Data supplied:
★ ★ ★ ★ ★ ★ ★

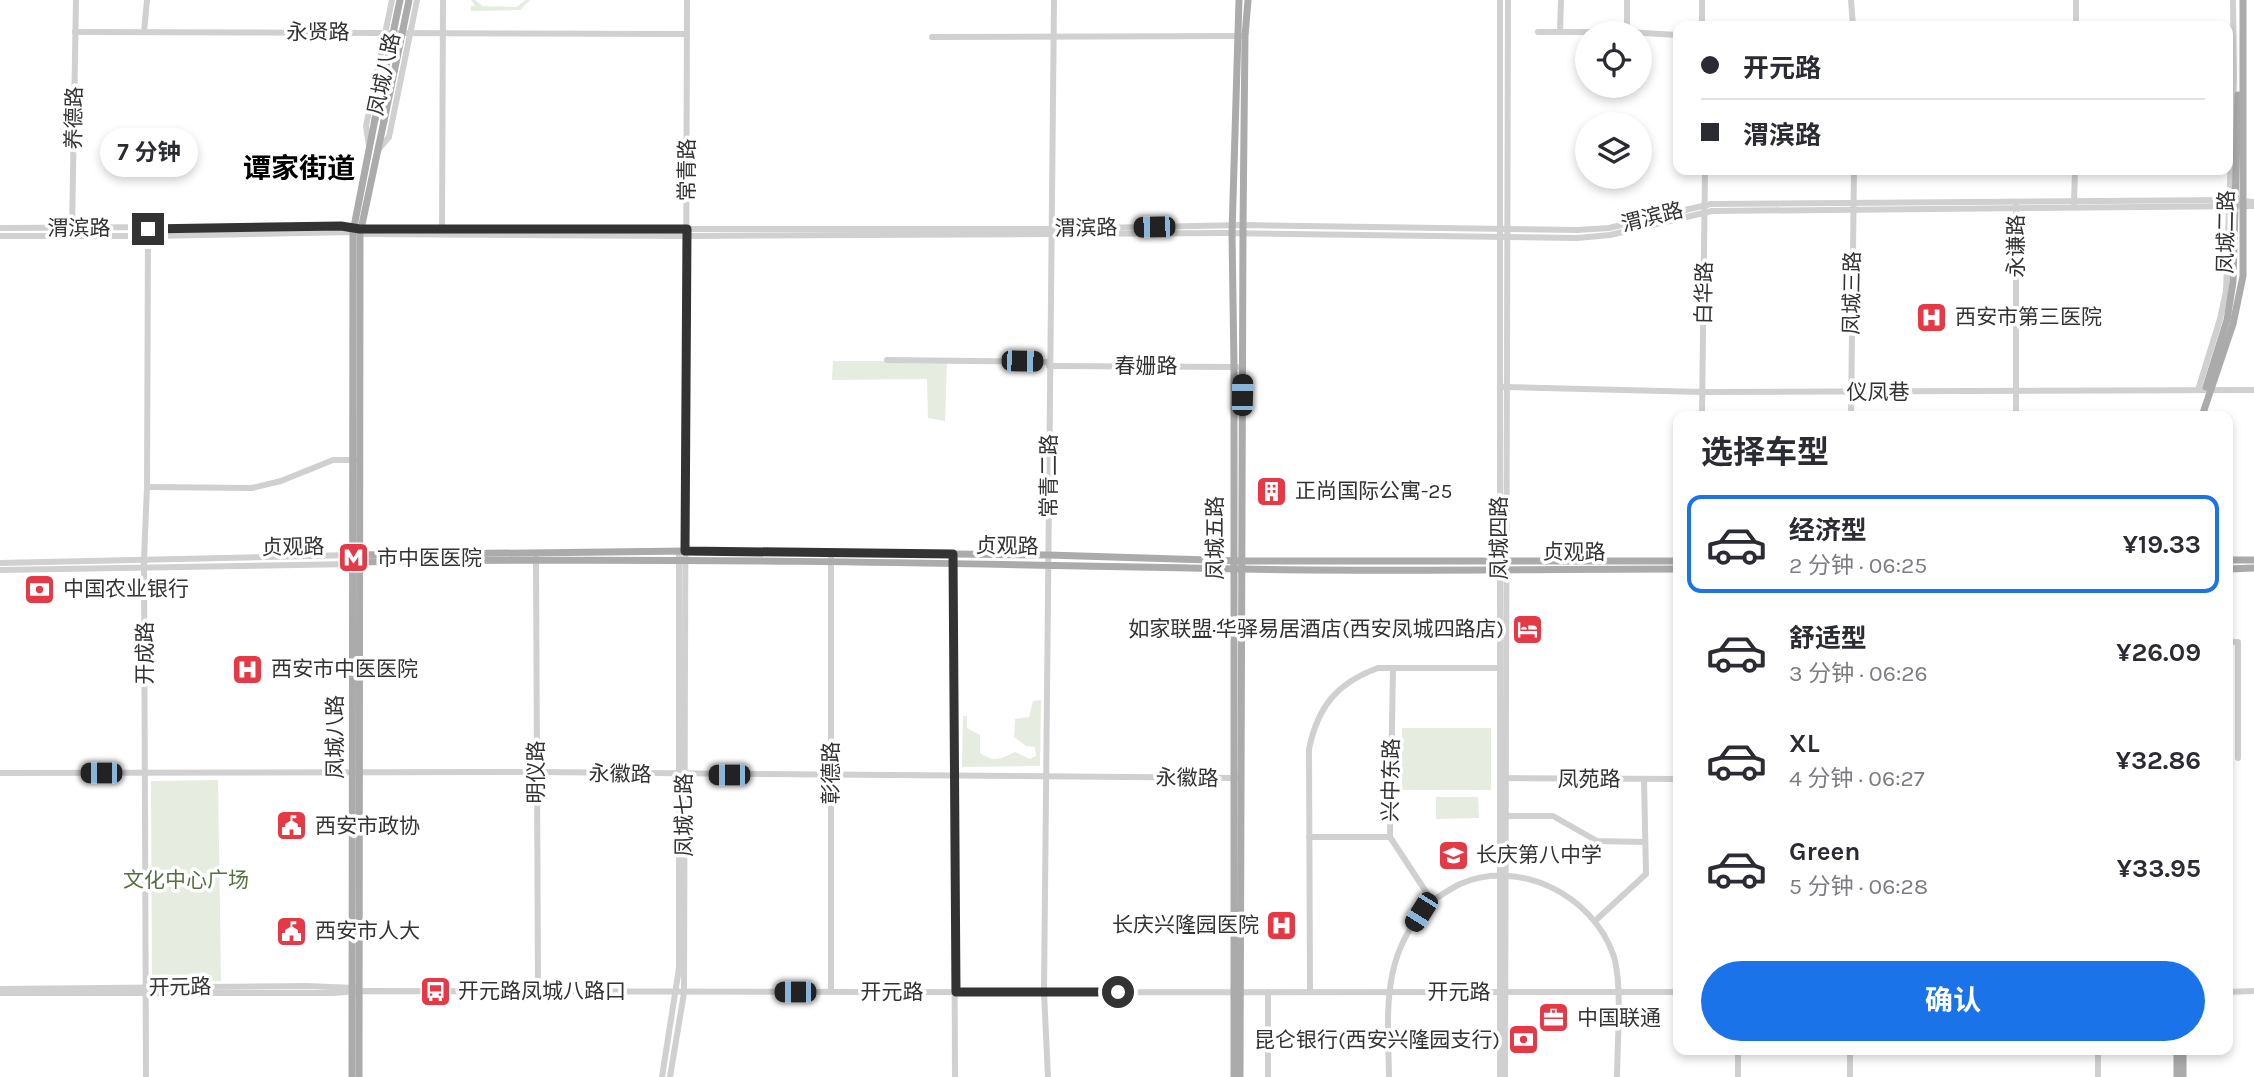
<!DOCTYPE html>
<html lang="zh">
<meta charset="utf-8">
<style>
body{margin:0;font-family:Karla,"Noto Sans SC",sans-serif;background:#f2f2f3;color:#2b2b33;height:100vh;display:flex;flex-direction:column;font-size:26px;white-space:nowrap}
*{box-sizing:border-box;margin:0}
p{font-size:23px;color:#7c7c81}
.icon{flex:none;width:38px;height:38px;fill:none;stroke:currentColor;stroke-width:2;stroke-linecap:round;stroke-linejoin:round}
.map{position:relative;flex:1;overflow:hidden}
.side{position:absolute;left:1673px;top:411px;width:560px;height:644px;display:flex;flex-direction:column;background:#fff;border-radius:14px;box-shadow:0 4px 10px #0003}
.side>*{flex:none}
.top-card{position:absolute;left:1673px;top:21px;width:560px;height:154px;border-radius:14px;box-shadow:0 4px 10px #0003;display:grid;align-content:center;height:154px;padding:0 28px;background:#fff}
.fabs{position:absolute;left:1575px;top:21px;display:grid;gap:14px}
.fabs a{display:grid;place-items:center;width:77px;height:77px;border-radius:50%;background:#fff;box-shadow:0 4px 10px #0003;font-size:35px}
.end{position:absolute;width:32px;height:32px;margin:-16px;border:9px solid #333;background:#fff;box-shadow:0 0 0 4px #fff}
.from{border-radius:50%}
.bubble{position:absolute;height:49px;border-radius:24px;background:#fff;box-shadow:0 4px 10px #0003;font-size:23px;font-weight:700;line-height:49px;text-align:center}
.car{position:absolute;width:21px;height:42px;margin:-21px -10px;border-radius:9px;box-shadow:0 0 5px 2px #0007;background:linear-gradient(#222 24%,#8ab4d8 0 40%,#222 0 76%,#8ab4d8 0 86%,#222 0)}
.top-card b{display:flex;align-items:center;gap:24px;height:66px;font-size:26px}
.top-card b+b{border-top:2px solid #e1e1e2}
.top-card i{width:18px;height:18px;background:#2b2b33}
ul{padding:0;list-style:none}
li{display:flex;align-items:center;gap:21px;height:98px;margin:0 14px 10px;padding:0 14px;border:4px solid transparent;border-radius:14px}
li div{flex:1}
li b{display:block;font-size:26px}
li em{font-style:normal;font-weight:700}
li.selected{border-color:#1a73e8}
li>.icon{width:63px;height:63px;stroke-width:1.5}
h2{padding:0 28px;font-size:32px;line-height:84px}
.button{display:flex;gap:14px;margin-top:auto;padding:14px 28px}
.button a{flex:1;height:80px;border-radius:42px;background:#1a73e8;color:#fff;font-size:28px;font-weight:700;line-height:80px;text-align:center}
.map>svg:first-child{display:block}
</style>
<div class="map">
<svg width="2254" height="1077" viewBox="0 0 2254 1077">
<rect width="100%" height="100%" fill="#fff"/>
<!-- green -->
<g fill="#e6ecdf">
<polygon points="471,0 475,0 483,6 516,7 526,0 530,0 520,10 471,11 471,6 475,6"/>
<polygon points="833,361 947,361 945,421 928,418 927,379 832,380"/>
<path d="M1041 700 1040 766 962 767 963 716H967V728L980 735V753C995 763 1000 759 1015 752L1030 759 1036 756 1035 747 1026 746 1014 737 1015 719 1029 717 1033 701Z"/>
<rect x="1402" y="728" width="89" height="62"/>
<polygon points="218,780 221,981 152,980 151,781"/>
<polygon points="1436,797 1478,797 1479,818 1436,819"/>
</g>
<g fill="none" stroke-linecap="round" stroke-linejoin="round">
<!-- minor -->
<g stroke="#d0d0d0" stroke-width="6">
<polyline points="1500,0 1500,1077"/>
<polyline points="1627,0 1627,32"/>
<polyline points="1851,0 1853,26"/>
<polyline points="2076,0 2076,26"/>
<polyline points="1702,26 1702,0"/>
<polyline points="75,32 687,34"/>
<polyline points="144,32 147,0"/>
<polyline points="1538,32 1627,32 1678,35"/>
<polyline points="1560,32 1561,0"/>
<polyline points="932,37 1245,36"/>
<polyline points="369,146 366,126 392,0"/>
<polyline points="378,150 389,137 417,0"/>
<polyline points="2074,203 2075,170"/>
<polyline points="2016,205 2016,416"/>
<polyline points="0,228 341,226 360,229 1050,229 1243,225 1577,230 1609,228 1711,204 2230,200 2254,202"/>
<polyline points="442,229 443,0"/>
<polyline points="72,230 76,0"/>
<polyline points="0,236 148,236 353,232 360,234 687,236 1225,233 1577,238 1610,235 1712,211 2254,206"/>
<polyline points="887,360 1049,362"/>
<polyline points="1049,366 1237,367"/>
<polyline points="1504,387 1702,392 2254,390"/>
<polyline points="2198,390 2220,319 2226,291 2234,78 2233,0"/>
<polyline points="1702,416 1705,170"/>
<polyline points="1851,416 1854,170"/>
<polyline points="147,487 252,488 281,481 333,460 355,460"/>
<polyline points="536,553 538,992"/>
<polyline points="831,553 831,992"/>
<polyline points="953,554 955,1077"/>
<polyline points="0,563 353,555"/>
<polyline points="0,570 352,564"/>
<polyline points="2228,642 2238,642 2238,758"/>
<polyline points="0,773 536,772 1238,778"/>
<polyline points="1501,778 1678,779"/>
<polyline points="1505,816 1553,816 1597,841 1645,842"/>
<polyline points="1309,837 1390,837"/>
<path d="M1432 901C1441 895 1450 889 1460 884 1519 858 1592 895 1613 954 1623 982 1617 1045 1617 1077"/>
<polyline points="1596,920 1646,874 1644,779"/>
<polyline points="0,989 307,986 354,988"/>
<path d="M1310 991 1309 749C1318 706 1337 683 1378 668H1500"/>
<polyline points="1268,992 1268,1077"/>
<polyline points="2228,992 2254,991"/>
<path d="M0 993H333L359 991C799 993 1238 992 1678 992"/>
<polyline points="1738,1050 1738,1077"/>
<polyline points="1850,1050 1850,1077"/>
<polyline points="146,1077 144,559 147,487 148,234"/>
<polyline points="662,1077 679,968 679,552"/>
<polyline points="670,1077 684,993 687,0"/>
<polyline points="1048,1077 1044,992 1054,0"/>
<path d="M1389 1077C1388 1009 1380 954 1432 901L1390 837 1393 668"/>
<polyline points="1505,1077 1508,0"/>
<polyline points="2098,1077 2098,1050"/>
</g>
<!-- major -->
<g stroke="#ababab" stroke-width="7">
<polyline points="2206,387 2227,320 2233,282 2238,95"/>
<polyline points="2202,416 2233,324 2243,276 2243,0"/>
<polyline points="353,555 685,551 1048,555 1241,561 1678,561"/>
<polyline points="2228,560 2254,560"/>
<path d="M352 564 359 562C653 557 947 563 1241 569 1386 572 1533 569 1678 569"/>
<polyline points="2228,569 2254,568"/>
<polyline points="2177,1050 2177,1077"/>
<polyline points="352,1077 353,232 375,119"/>
<polyline points="359,1077 360,234 384,121"/>
<polyline points="1234,1077 1234,367 1232,233 1239,0"/>
<polyline points="1240,1077 1243,225 1245,36 1248,0"/>
<polyline points="2183,1077 2183,1050"/>
</g>
<!-- major-bridge -->
<g stroke="#ababab" stroke-width="7">
<polyline points="375,119 400,0"/>
<polyline points="384,121 409,0"/>
</g>
</g>
<g fill="none" stroke-linecap="round" stroke-linejoin="round">
<!-- route -->
<polyline stroke="#333" stroke-width="9" points="148,229 341,226 360,229 687,229 685,551 953,554 956,992 1118,992"/>
</g>
<!-- icons -->
<defs>
<symbol id="hospital-square" viewBox="-11 -11 22 22"><rect x="-9" y="-9" width="18" height="18" rx="4" fill="#e63946" stroke="#fff"/><path d="M-5-5h3v3.5h4V-5h3V5h-3V1.5h-4V5h-3Z" fill="#fff"/></symbol>
<symbol id="building-square" viewBox="-11 -11 22 22"><rect x="-9" y="-9" width="18" height="18" rx="4" fill="#e63946" stroke="#fff"/><path d="M-4-6H4V6H1V3H-1V6H-4ZM-2.5-4.3h1.7v1.8h-1.7ZM.8-4.3h1.7v1.8H.8ZM-2.5-1h1.7V.8h-1.7ZM.8-1h1.7V.8H.8Z" fill="#fff"/></symbol>
<symbol id="metro-square" viewBox="-11 -11 22 22"><rect x="-9" y="-9" width="18" height="18" rx="4" fill="#e63946" stroke="#fff"/><path d="M-5.5 5V-5H-3L0 0L3-5H5.5V5H3V-.5L0 4L-3-.5V5Z" fill="#fff"/></symbol>
<symbol id="bank-square" viewBox="-11 -11 22 22"><rect x="-9" y="-9" width="18" height="18" rx="4" fill="#e63946" stroke="#fff"/><path d="M-6-4H6V4H-6ZM0-2.3a2.3 2.3 0 1 0 0 4.6a2.3 2.3 0 1 0 0-4.6Z" fill="#fff"/></symbol>
<symbol id="hotel-square" viewBox="-11 -11 22 22"><rect x="-9" y="-9" width="18" height="18" rx="4" fill="#e63946" stroke="#fff"/><path d="M-6-4.5h1.5V1H6V5H4.5V3h-9V5H-6ZM-4 0a1.8 1.8 0 1 1 3.6 0ZM.5 0V-2.5h3Q6-2.5 6 0Z" fill="#fff"/></symbol>
<symbol id="civic-square" viewBox="-11 -11 22 22"><rect x="-9" y="-9" width="18" height="18" rx="4" fill="#e63946" stroke="#fff"/><path d="M-.6-6.5H3V-4.5H.6V-3L4-1V1h2V6H-6V1h2V-1L-.6-3ZM-1.2 2.5V6h2.4V2.5Z" fill="#fff"/></symbol>
<symbol id="school-square" viewBox="-11 -11 22 22"><rect x="-9" y="-9" width="18" height="18" rx="4" fill="#e63946" stroke="#fff"/><path d="M0-5L7-2L0 1L-7-2ZM-4 1L0 2.5L4 1V4Q0 6-4 4Z" fill="#fff"/></symbol>
<symbol id="bus-square" viewBox="-11 -11 22 22"><rect x="-9" y="-9" width="18" height="18" rx="4" fill="#e63946" stroke="#fff"/><path d="M-5-6H5V4H4V6H2V4H-2V6H-4V4H-5ZM-3.5-4V0h7V-4ZM-3.5 1.2v1.5H-2V1.2ZM2 1.2v1.5H3.5V1.2Z" fill="#fff"/></symbol>
<symbol id="office-square" viewBox="-11 -11 22 22"><rect x="-9" y="-9" width="18" height="18" rx="4" fill="#e63946" stroke="#fff"/><path d="M-6-3h4V-5.5h4V-3h4V5H-6ZM-1-4.5V-3h2v-1.5ZM-6 0V1H6V0Z" fill="#fff"/></symbol>
</defs>
<g fill-rule="evenodd">
<use href="#hospital-square" x="1914" y="300" width="35" height="35"/>
<use href="#building-square" x="1254" y="474" width="35" height="35"/>
<use href="#metro-square" x="336" y="540" width="35" height="35"/>
<use href="#bank-square" x="22" y="572" width="35" height="35"/>
<use href="#hotel-square" x="1510" y="612" width="35" height="35"/>
<use href="#hospital-square" x="230" y="652" width="35" height="35"/>
<use href="#civic-square" x="274" y="808" width="35" height="35"/>
<use href="#school-square" x="1436" y="838" width="35" height="35"/>
<use href="#hospital-square" x="1264" y="908" width="35" height="35"/>
<use href="#civic-square" x="274" y="914" width="35" height="35"/>
<use href="#bus-square" x="418" y="974" width="35" height="35"/>
<use href="#office-square" x="1536" y="1000" width="35" height="35"/>
<use href="#bank-square" x="1506" y="1022" width="35" height="35"/>
</g>
<g text-anchor="middle" dominant-baseline="central" stroke-width="7" stroke-linejoin="round" paint-order="stroke">
<!-- street labels -->
<g font-size="21" fill="#333" stroke="#fff">
<text x="318" y="32">永贤路</text>
<text transform="translate(384 74) rotate(-78)">凤城八路</text>
<text transform="translate(74 118) rotate(-89)">养德路</text>
<text transform="translate(687 170) rotate(-90)">常青路</text>
<text transform="translate(1652 217) rotate(-14)">渭滨路</text>
<text x="79" y="228">渭滨路</text>
<text transform="translate(1086 228) rotate(-1)">渭滨路</text>
<text transform="translate(2226 232) rotate(-89)">凤城二路</text>
<text transform="translate(2016 246) rotate(-90)">永谦路</text>
<text transform="translate(1704 293) rotate(-89)">白华路</text>
<text transform="translate(1852 293) rotate(-89)">凤城三路</text>
<text x="1146" y="366">春姗路</text>
<text x="1878" y="392">仪凤巷</text>
<text transform="translate(1049 476) rotate(-90)">常青二路</text>
<text transform="translate(1215 538) rotate(-90)">凤城五路</text>
<text transform="translate(1499 538) rotate(-90)">凤城四路</text>
<text transform="translate(1007 546) rotate(1)">贞观路</text>
<text transform="translate(293 547) rotate(-1)">贞观路</text>
<text x="1574" y="552">贞观路</text>
<text transform="translate(145 653) rotate(-90)">开成路</text>
<text transform="translate(335 737) rotate(-90)">凤城八路</text>
<text transform="translate(536 772) rotate(-90)">明仪路</text>
<text transform="translate(831 773) rotate(-90)">彰德路</text>
<text transform="translate(620 774) rotate(1)">永徽路</text>
<text transform="translate(1187 778) rotate(1)">永徽路</text>
<text x="1589" y="779">凤苑路</text>
<text transform="translate(1391 780) rotate(-89)">兴中东路</text>
<text transform="translate(684 815) rotate(-90)">凤城七路</text>
<text transform="translate(180 987) rotate(-1)">开元路</text>
<text x="892" y="992">开元路</text>
<text x="1459" y="992">开元路</text>
</g>
<!-- poi labels -->
<g font-size="21" fill="#333" stroke="#fff" text-anchor="start">
<text x="1955" y="317">西安市第三医院</text>
<text x="1295" y="491">正尚国际公寓-25</text>
<text x="377" y="558">市中医医院</text>
<text x="63" y="589">中国农业银行</text>
<text x="1504" y="629" text-anchor="end">如家联盟·华驿易居酒店(西安凤城四路店)</text>
<text x="271" y="669">西安市中医医院</text>
<text x="315" y="826">西安市政协</text>
<text x="1476" y="855">长庆第八中学</text>
<text x="1259" y="925" text-anchor="end">长庆兴隆园医院</text>
<text x="315" y="931">西安市人大</text>
<text x="458" y="991">开元路凤城八路口</text>
<text x="1577" y="1018">中国联通</text>
<text x="1500" y="1040" text-anchor="end">昆仑银行(西安兴隆园支行)</text>
</g>
<!-- park labels -->
<g font-size="21" fill="#56703f" stroke="#fff">
<text x="186" y="880">文化中心广场</text>
</g>
<!-- district labels -->
<g font-size="28" font-weight="bold" fill="#000" stroke="#fff">
<text x="299" y="168">谭家街道</text>
</g>
</g>
</svg>
<div class="fabs">
<a><svg class="icon" aria-label="locate" viewBox="0 0 24 24"><circle cx="12" cy="12" r="6"/><path d="M12 2v4M12 18v4M2 12h4M18 12h4"/></svg></a>
<a><svg class="icon" aria-label="layers" viewBox="0 0 24 24"><path d="M12 4l9 5-9 5-9-5zM3 14l9 5 9-5"/></svg></a>
</div>
<i class="end from" style="left:1118px;top:992px"></i>
<i class="end" style="left:148px;top:229px"></i>
<div class="bubble" style="left:100px;top:128px;width:98px">7 分钟</div>
<i class="car" style="left:1154px;top:227px;rotate:269deg"></i>
<i class="car" style="left:1022px;top:361px;rotate:91deg"></i>
<i class="car" style="left:1242px;top:395px;rotate:1deg"></i>
<i class="car" style="left:101px;top:773px;rotate:270deg"></i>
<i class="car" style="left:729px;top:775px;rotate:270deg"></i>
<i class="car" style="left:1421px;top:912px;rotate:212deg"></i>
<i class="car" style="left:795px;top:992px;rotate:270deg"></i>
<div class="top-card">
<b><i class="from"></i>开元路</b>
<b><i></i>渭滨路</b>
</div>
<section class="side">
<h2>选择车型</h2>
<ul>
<li class="selected"><svg class="icon" aria-label="car" viewBox="0 0 24 24"><path d="M5 17H2v-5l4-1 3-4h7l3 4 3 1v5h-3M9 17h6M6 11h13"/><circle cx="7" cy="17" r="2"/><circle cx="17" cy="17" r="2"/></svg><div><b>经济型</b><p>2 分钟 · 06:25</p></div><em>¥19.33</em></li>
<li><svg class="icon" aria-label="car" viewBox="0 0 24 24"><path d="M5 17H2v-5l4-1 3-4h7l3 4 3 1v5h-3M9 17h6M6 11h13"/><circle cx="7" cy="17" r="2"/><circle cx="17" cy="17" r="2"/></svg><div><b>舒适型</b><p>3 分钟 · 06:26</p></div><em>¥26.09</em></li>
<li><svg class="icon" aria-label="car" viewBox="0 0 24 24"><path d="M5 17H2v-5l4-1 3-4h7l3 4 3 1v5h-3M9 17h6M6 11h13"/><circle cx="7" cy="17" r="2"/><circle cx="17" cy="17" r="2"/></svg><div><b>XL</b><p>4 分钟 · 06:27</p></div><em>¥32.86</em></li>
<li><svg class="icon" aria-label="car" viewBox="0 0 24 24"><path d="M5 17H2v-5l4-1 3-4h7l3 4 3 1v5h-3M9 17h6M6 11h13"/><circle cx="7" cy="17" r="2"/><circle cx="17" cy="17" r="2"/></svg><div><b>Green</b><p>5 分钟 · 06:28</p></div><em>¥33.95</em></li>
</ul>
<div class="button"><a>确认</a></div>
</section>
</div>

★ ★ ★ ★ ★ ★ ★

Your answer should be a single number, namely how many lines of the data above hold "anchor".

Solved exercise: 5